Son comportement était déroutant.
C'était comme si elle était jalouse de ce qu'il vivait avec lui, comme s'il avait, en quelque sorte, franchit une limite qu'elle lui reprochait à présent d'avoir dépassé. Ann était sa première véritable amie depuis Tyler et ils n'avaient pas du tout le même caractère.

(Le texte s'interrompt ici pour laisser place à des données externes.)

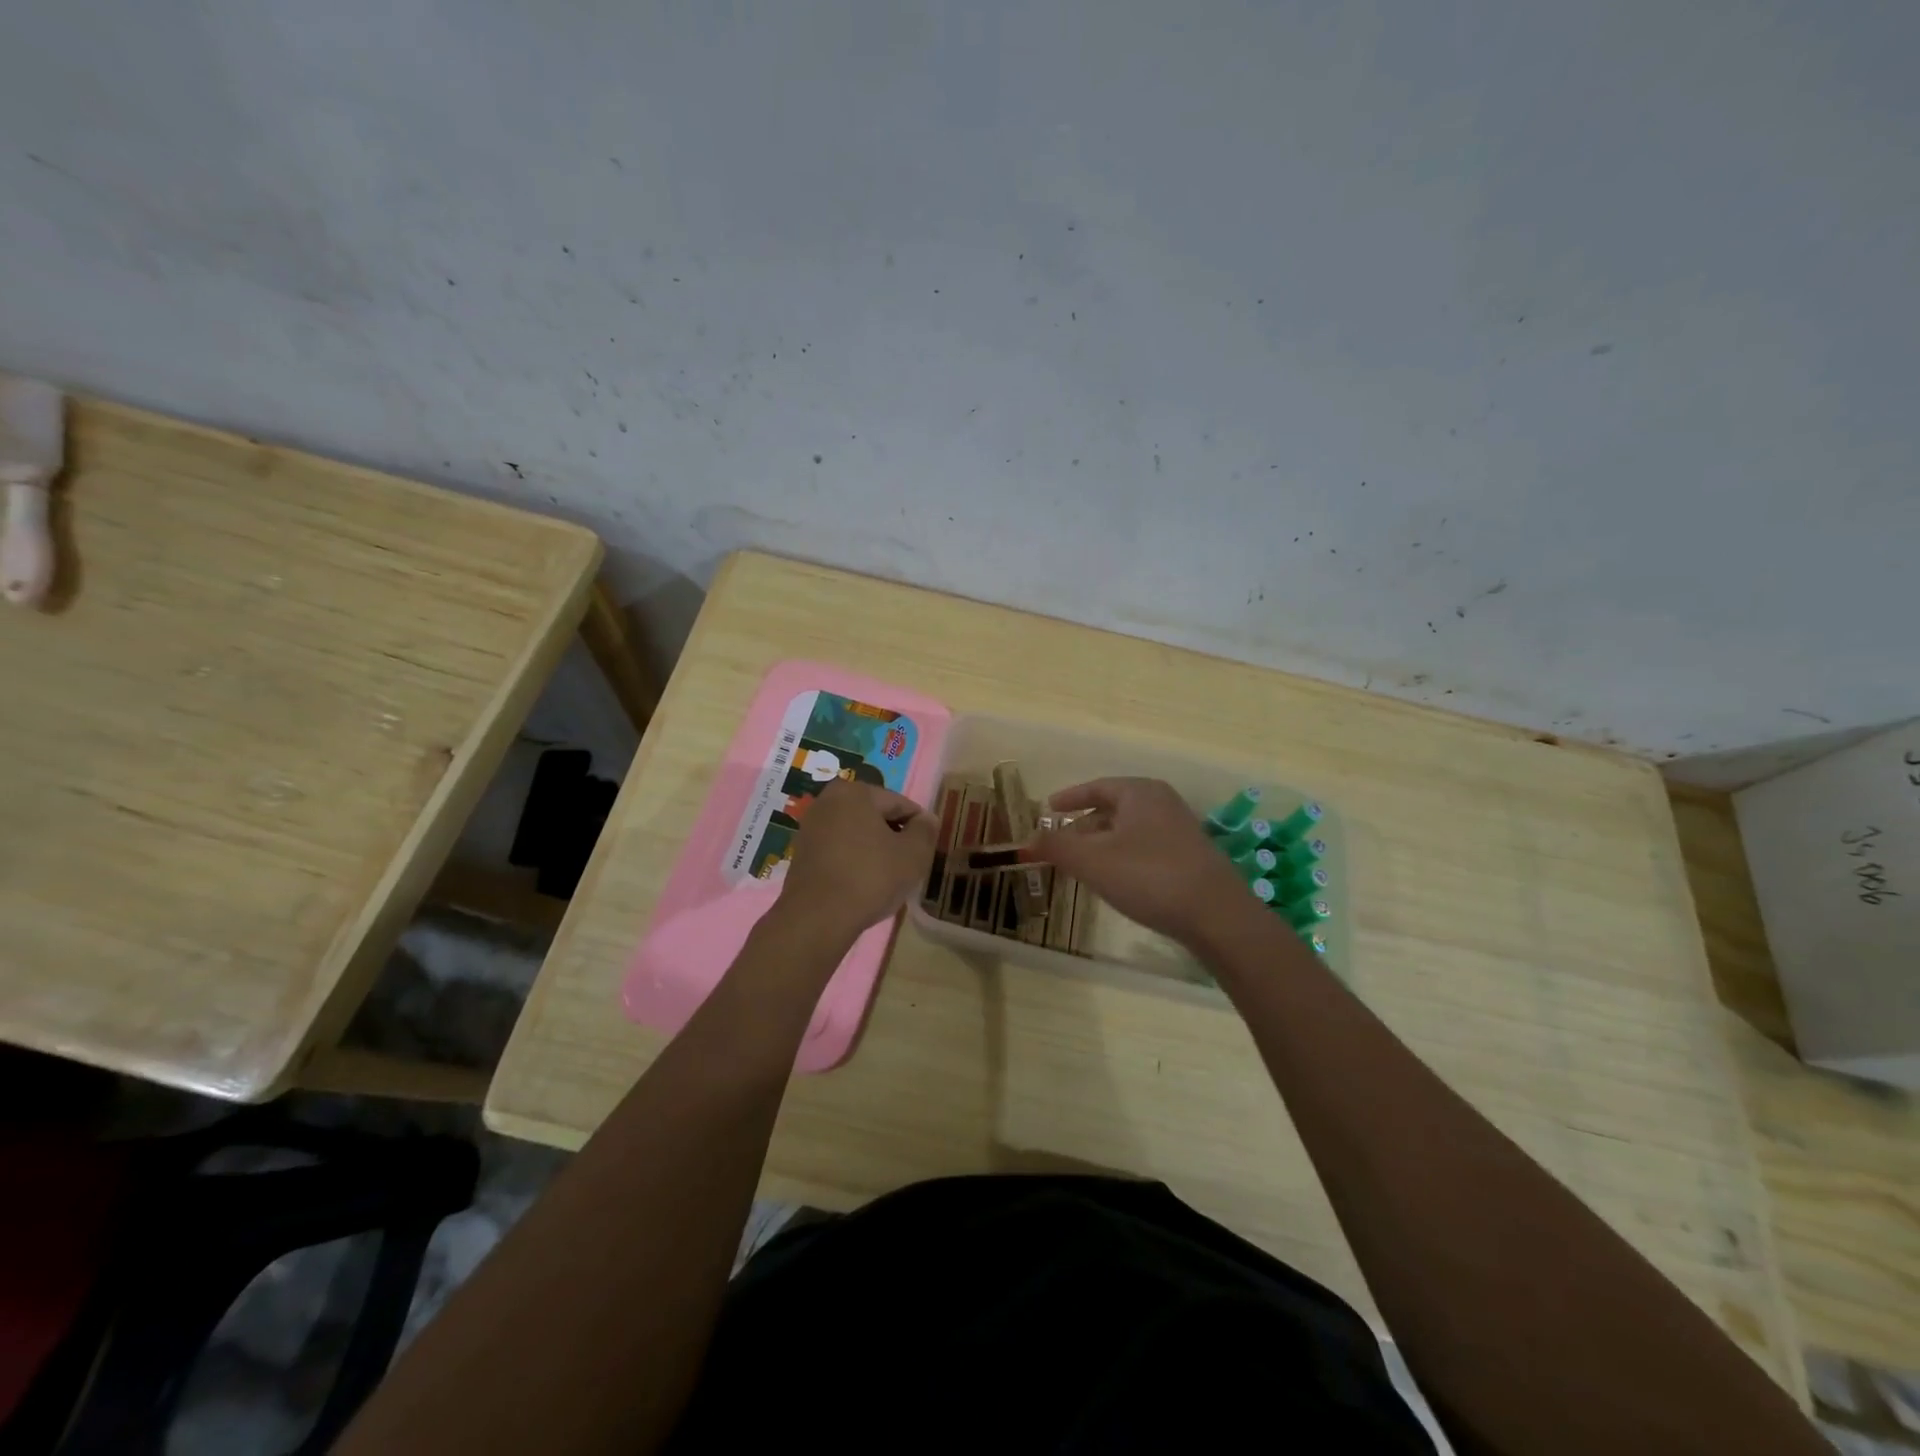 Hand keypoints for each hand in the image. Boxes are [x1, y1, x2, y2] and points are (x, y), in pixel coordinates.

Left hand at [772, 780, 937, 945]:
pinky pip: (838, 849)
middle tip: (909, 864)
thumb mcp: (913, 853)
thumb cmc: (870, 877)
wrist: (817, 918)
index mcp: (855, 792)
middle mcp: (828, 801)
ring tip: (888, 876)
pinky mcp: (801, 853)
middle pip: (875, 816)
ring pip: (856, 833)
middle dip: (894, 836)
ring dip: (874, 848)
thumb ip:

Buck ne savait plus très bien où ils en étaient de leur amitié mais il doutait que sa voisine ait très envie de le revoir pour le moment.
Pour être honnête, il n'était pas très sûr d'avoir envie de la revoir non plus.
Il se fit un thé et observa sa nouvelle fresque peinte dans la nuit. Il était rentré tellement énervé qu'il n'avait pas pu s'endormir tout de suite. Il avait eu besoin de calmer ses nerfs et il ne connaissait rien de mieux que la peinture pour ça.
Il devait admettre qu'il était encore un peu agacé par les propos de celle qu'il considérait comme une amie. Pourquoi lui avait-elle reproché de vouloir avoir un peu de bon temps avec un homme qui n'avait que des gestes d'amour et de tendresse envers lui.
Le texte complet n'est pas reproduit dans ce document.